From the time I was a small boy, the words “Know ThySelf” have reverberated like an echo throughout my life and consciousness. I remember first reading these words in the Book of Knowledge, a set of encyclopedias my mother purchased from a door to door salesman for my brother and I to expand our world beyond the ghetto streets of Trenton, New Jersey. The words made reference to an inscription on the sacred oracle at the Temple of Apollo at Delphi. The next time I encountered this epithet was in college as a philosophy major studying the works of Plato. Then again while reading one of my favorite poets, Rumi, who asks the question,
“Who am I in the midst of all this traffic of thoughts?”
These words then appeared in a more modern mode in the Matrix movie series over the kitchen doorway of the matronly oracle of the movie.
Know thyself. Is that even possible? The self or what we think of as the self, the who that we are, is always changing. I am not the same person I was as a college student, nor as a young father, nor as I was a year ago, or yesterday for that matter. The self is always in flux. How many times have we said or at least thought, “He’s not than same person I once knew? He has changed.” We all change as a part of the natural flow of life. Biologically our total cellular makeup is almost completely replaced every eighteen hours. We must adopt or perish insisted Darwin.
In light of constant change, it would seem we might only know the self in retrospect. It is knowing the self by retrieving the story of one’s own life in the way one would write a biography. A biographer reviews his life after the events comprising that life have occurred and not as they happen. The act of recording an event filters the event and the self. We record our reactions and fill in the blanks as best we can. To know one’s self seemingly would entail knowing how we would react before our actual actions occur, but is that possible?
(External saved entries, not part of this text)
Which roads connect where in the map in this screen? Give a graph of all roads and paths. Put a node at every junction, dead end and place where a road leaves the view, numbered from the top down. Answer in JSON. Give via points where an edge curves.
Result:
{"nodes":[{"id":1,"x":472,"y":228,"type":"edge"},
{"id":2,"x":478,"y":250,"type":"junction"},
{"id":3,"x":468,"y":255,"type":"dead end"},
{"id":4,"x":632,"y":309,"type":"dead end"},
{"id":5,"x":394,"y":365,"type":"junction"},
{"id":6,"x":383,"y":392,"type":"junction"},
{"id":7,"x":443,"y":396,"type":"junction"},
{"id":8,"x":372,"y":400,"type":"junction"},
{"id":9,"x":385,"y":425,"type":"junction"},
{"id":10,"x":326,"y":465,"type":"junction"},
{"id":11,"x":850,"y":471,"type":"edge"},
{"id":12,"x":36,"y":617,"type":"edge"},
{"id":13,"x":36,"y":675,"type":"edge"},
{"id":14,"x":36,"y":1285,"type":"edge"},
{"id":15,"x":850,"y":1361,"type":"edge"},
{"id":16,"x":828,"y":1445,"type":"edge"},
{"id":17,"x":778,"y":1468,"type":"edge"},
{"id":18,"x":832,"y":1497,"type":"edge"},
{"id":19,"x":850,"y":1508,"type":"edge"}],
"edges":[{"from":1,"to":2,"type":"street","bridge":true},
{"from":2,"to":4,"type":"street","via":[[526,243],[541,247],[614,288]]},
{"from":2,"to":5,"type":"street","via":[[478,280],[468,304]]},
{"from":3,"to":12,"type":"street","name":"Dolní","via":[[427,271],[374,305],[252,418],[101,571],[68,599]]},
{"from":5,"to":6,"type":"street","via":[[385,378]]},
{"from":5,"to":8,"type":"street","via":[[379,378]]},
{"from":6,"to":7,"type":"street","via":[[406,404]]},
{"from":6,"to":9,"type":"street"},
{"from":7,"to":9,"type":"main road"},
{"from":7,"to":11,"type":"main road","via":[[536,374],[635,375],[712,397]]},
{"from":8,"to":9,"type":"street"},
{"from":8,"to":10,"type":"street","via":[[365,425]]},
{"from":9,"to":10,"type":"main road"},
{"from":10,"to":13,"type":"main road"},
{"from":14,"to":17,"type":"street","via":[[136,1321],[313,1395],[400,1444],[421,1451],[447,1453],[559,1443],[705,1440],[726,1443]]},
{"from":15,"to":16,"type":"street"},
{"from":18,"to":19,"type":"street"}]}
My instructor in the martial arts was a scholar as well as a teacher. He did not believe in “what if” scenarios. When asked how to defend a particular hold or attack, his answer was always the same.
Open your eyes, clear your mind, focus. Give attention to whatever is in your immediate field of energy.
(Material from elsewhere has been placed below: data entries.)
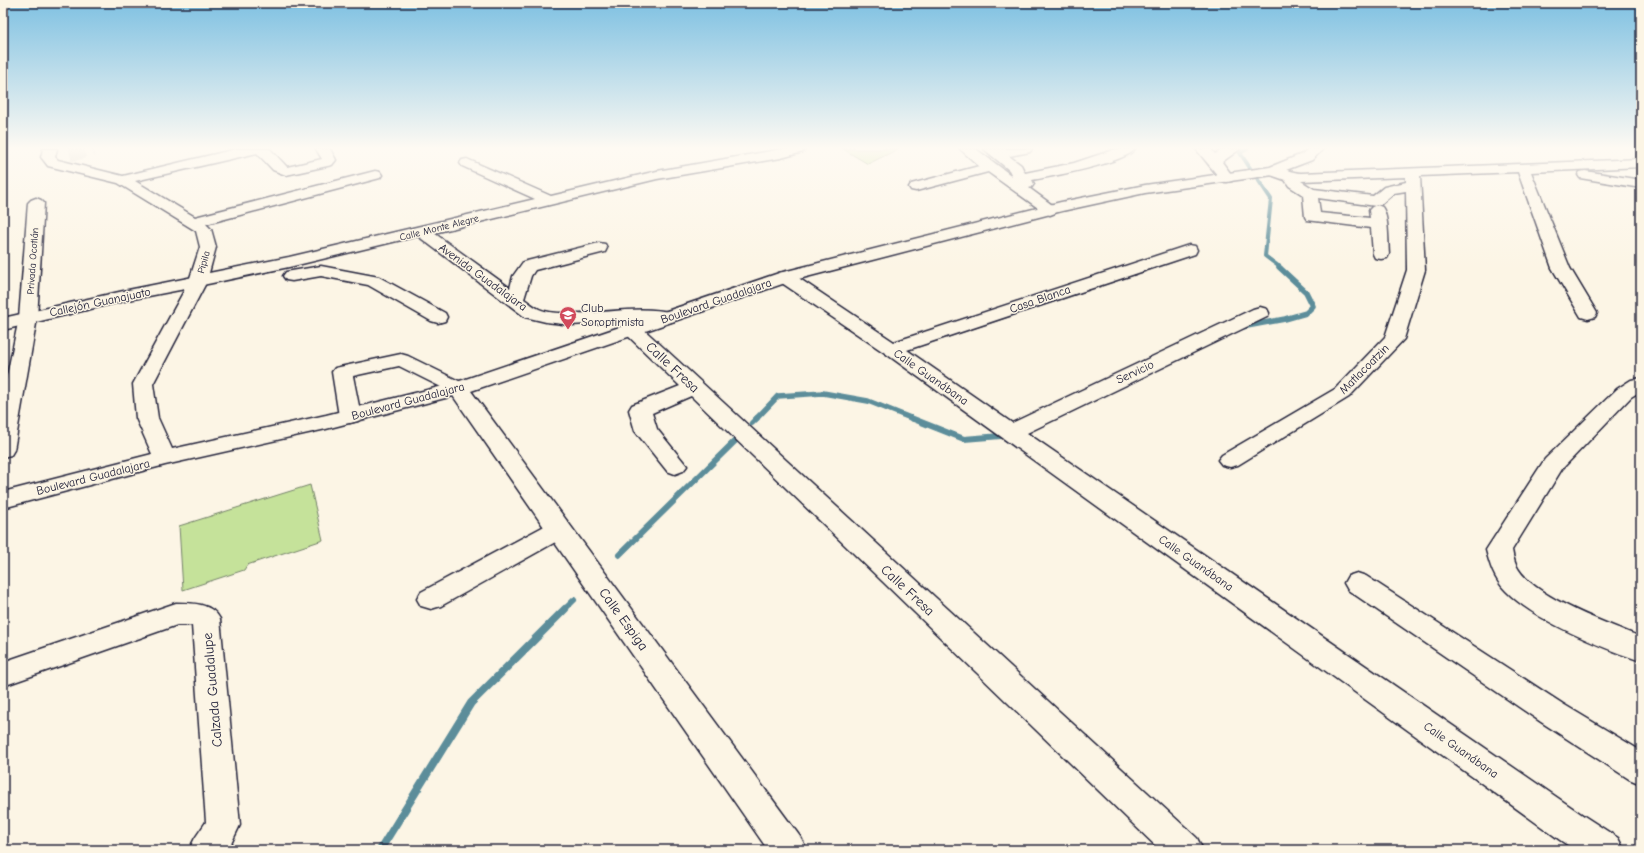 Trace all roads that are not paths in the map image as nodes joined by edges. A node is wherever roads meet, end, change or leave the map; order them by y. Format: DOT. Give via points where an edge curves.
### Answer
graph roads {
  1 [pos="138,189"];
  2 [pos="322,189"];
  3 [pos="523,189"];
  4 [pos="595,189"];
  5 [pos="1023,189"];
  6 [pos="1032,189"];
  7 [pos="1146,189"];
  8 [pos="1303,189"];
  9 [pos="1392,189"];
  10 [pos="1414,189"];
  11 [pos="1536,189"];
  12 [pos="1310,193"];
  13 [pos="548,200"];
  14 [pos="1376,201"];
  15 [pos="36,203"];
  16 [pos="1055,209"];
  17 [pos="194,222"];
  18 [pos="1378,224"];
  19 [pos="421,231"];
  20 [pos="599,248"];
  21 [pos="1189,250"];
  22 [pos="1382,254"];
  23 [pos="785,277"];
  24 [pos="194,288"];
  25 [pos="515,300"];
  26 [pos="1260,313"];
  27 [pos="1588,313"];
  28 [pos="438,317"];
  29 [pos="667,317"];
  30 [pos="28,318"];
  31 [pos="3,324"];
  32 [pos="632,329"];
  33 [pos="892,349"];
  34 [pos="10,378"];
  35 [pos="1641,384"];
  36 [pos="458,388"];
  37 [pos="694,388"];
  38 [pos="350,416"];
  39 [pos="1010,432"];
  40 [pos="3,450"];
  41 [pos="165,458"];
  42 [pos="1230,460"];
  43 [pos="675,466"];
  44 [pos="3,500"];
  45 [pos="559,529"];
  46 [pos="1357,583"];
  47 [pos="431,599"];
  48 [pos="1641,649"];
  49 [pos="3,674"];
  50 [pos="1641,769"];
  51 [pos="1578,839"];
  52 [pos="207,850"];
  53 [pos="789,850"];
  54 [pos="1185,850"];
  55 [pos="1606,850"];
  1 -- 17 [label="street, Pipila"];
  2 -- 17 [label="street"];
  3 -- 13 [label="street"];
  4 -- 13 [label="street, Calle Monte Alegre"];
  5 -- 16 [label="street"];
  6 -- 16 [label="street"];
  7 -- 16 [label="street, Boulevard Guadalajara"];
  8 -- 12 [label="street"];
  9 -- 14 [label="street"];
  10 -- 42 [label="street, Matlacoatzin" via="1416,270 1394,339 1342,393"];
  11 -- 27 [label="street" via="1561,268"];
  12 -- 14 [label="street"];
  12 -- 18 [label="street" via="1313,216"];
  13 -- 19 [label="street, Calle Monte Alegre"];
  14 -- 18 [label="street"];
  15 -- 30 [label="street, Privada Ocotlán"];
  16 -- 23 [label="street, Boulevard Guadalajara"];
  17 -- 24 [label="street, Pipila" via="203,229 208,247"];
  18 -- 22 [label="street"];
  19 -- 24 [label="street, Calle Monte Alegre" via="289,262"];
  19 -- 25 [label="street, Avenida Guadalajara"];
  20 -- 25 [label="street" via="529,266 522,276"];
  21 -- 33 [label="street, Casa Blanca"];
  23 -- 29 [label="street, Boulevard Guadalajara"];
  23 -- 33 [label="street, Calle Guanábana"];
  24 -- 28 [label="street" via="321,271 373,281"];
  24 -- 30 [label="street, Callejón Guanajuato" via="128,295"];
  24 -- 41 [label="street, Pipila" via="143,384 146,418"];
  25 -- 29 [label="street, Avenida Guadalajara" via="532,313 547,318 566,320 637,315"];
  26 -- 39 [label="street, Servicio"];
  29 -- 32 [label="street, Boulevard Guadalajara"];
  30 -- 31 [label="street, Callejón Guanajuato"];
  30 -- 34 [label="street, Privada Ocotlán"];
  32 -- 36 [label="street, Boulevard Guadalajara"];
  32 -- 37 [label="street, Calle Fresa"];
  33 -- 39 [label="street, Calle Guanábana"];
  34 -- 40 [label="street, Privada Ocotlán"];
  35 -- 48 [label="street" via="1624,393 1553,464 1498,550 1506,571 1522,592 1548,608"];
  36 -- 38 [label="street, Boulevard Guadalajara"];
  36 -- 38 [label="street" via="401,360 342,372"];
  36 -- 45 [label="street, Calle Espiga"];
  37 -- 43 [label="street" via="640,410 646,431"];
  37 -- 54 [label="street, Calle Fresa"];
  38 -- 41 [label="street, Boulevard Guadalajara"];
  39 -- 51 [label="street, Calle Guanábana"];
  41 -- 44 [label="street, Boulevard Guadalajara"];
  45 -- 47 [label="street"];
  45 -- 53 [label="street, Calle Espiga"];
  46 -- 50 [label="street"];
  49 -- 52 [label="street, Calzada Guadalupe" via="176,614 194,614 206,619 223,825 214,844"];
  51 -- 55 [label="street, Calle Guanábana"];
}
This, I learned later, is the key to every situation one is confronted with in life. It is most important to focus on what is directly confronting you in that moment. In that moment of confrontation with either the self or another opponent nothing else matters. When our reactions are automatic, it is akin to having a habit. We do not clearly access the situation and respond from instinct. I learned this lesson when walking home one night a friend came up behind me to surprise me and I reacted by throwing him to the ground. I did not access the situation. I reacted to what I thought was the situation.
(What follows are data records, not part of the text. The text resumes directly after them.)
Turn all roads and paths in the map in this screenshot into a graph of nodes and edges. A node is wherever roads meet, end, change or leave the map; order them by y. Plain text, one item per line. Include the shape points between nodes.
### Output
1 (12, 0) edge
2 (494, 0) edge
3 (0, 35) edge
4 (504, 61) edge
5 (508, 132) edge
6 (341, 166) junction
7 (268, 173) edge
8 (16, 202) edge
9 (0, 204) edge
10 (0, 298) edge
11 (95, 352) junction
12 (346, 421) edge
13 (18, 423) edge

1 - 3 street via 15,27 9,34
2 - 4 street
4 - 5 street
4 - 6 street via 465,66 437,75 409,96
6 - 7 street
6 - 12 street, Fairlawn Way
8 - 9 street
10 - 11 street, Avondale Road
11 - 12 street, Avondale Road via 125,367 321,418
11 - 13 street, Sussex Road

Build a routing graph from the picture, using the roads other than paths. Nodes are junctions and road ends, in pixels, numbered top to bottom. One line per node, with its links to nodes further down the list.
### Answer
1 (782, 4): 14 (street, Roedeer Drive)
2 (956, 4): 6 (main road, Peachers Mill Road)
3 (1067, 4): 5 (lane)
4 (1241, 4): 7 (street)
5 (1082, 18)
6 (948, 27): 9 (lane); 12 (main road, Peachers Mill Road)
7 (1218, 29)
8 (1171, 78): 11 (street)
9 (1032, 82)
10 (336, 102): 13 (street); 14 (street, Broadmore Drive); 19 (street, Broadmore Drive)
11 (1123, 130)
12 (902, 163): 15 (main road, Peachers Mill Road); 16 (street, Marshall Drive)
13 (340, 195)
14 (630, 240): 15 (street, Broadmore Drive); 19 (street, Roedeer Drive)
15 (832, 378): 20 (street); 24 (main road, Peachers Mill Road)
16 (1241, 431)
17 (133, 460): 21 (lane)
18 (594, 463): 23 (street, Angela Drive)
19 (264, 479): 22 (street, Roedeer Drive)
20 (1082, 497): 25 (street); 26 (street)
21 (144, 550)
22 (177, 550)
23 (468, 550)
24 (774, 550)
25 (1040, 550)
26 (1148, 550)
There have been times in my life when I thought I knew myself, but I now believe that knowing one’s self completely at all times is not possible. You have to evaluate each person and each situation on a case-by-case basis. Doing so consistently is the closest one can get to knowing one’s self. Not your reaction to a situation but your consistent method of response to any situation. That response is to “Open your eyes, clear your mind, and focus.”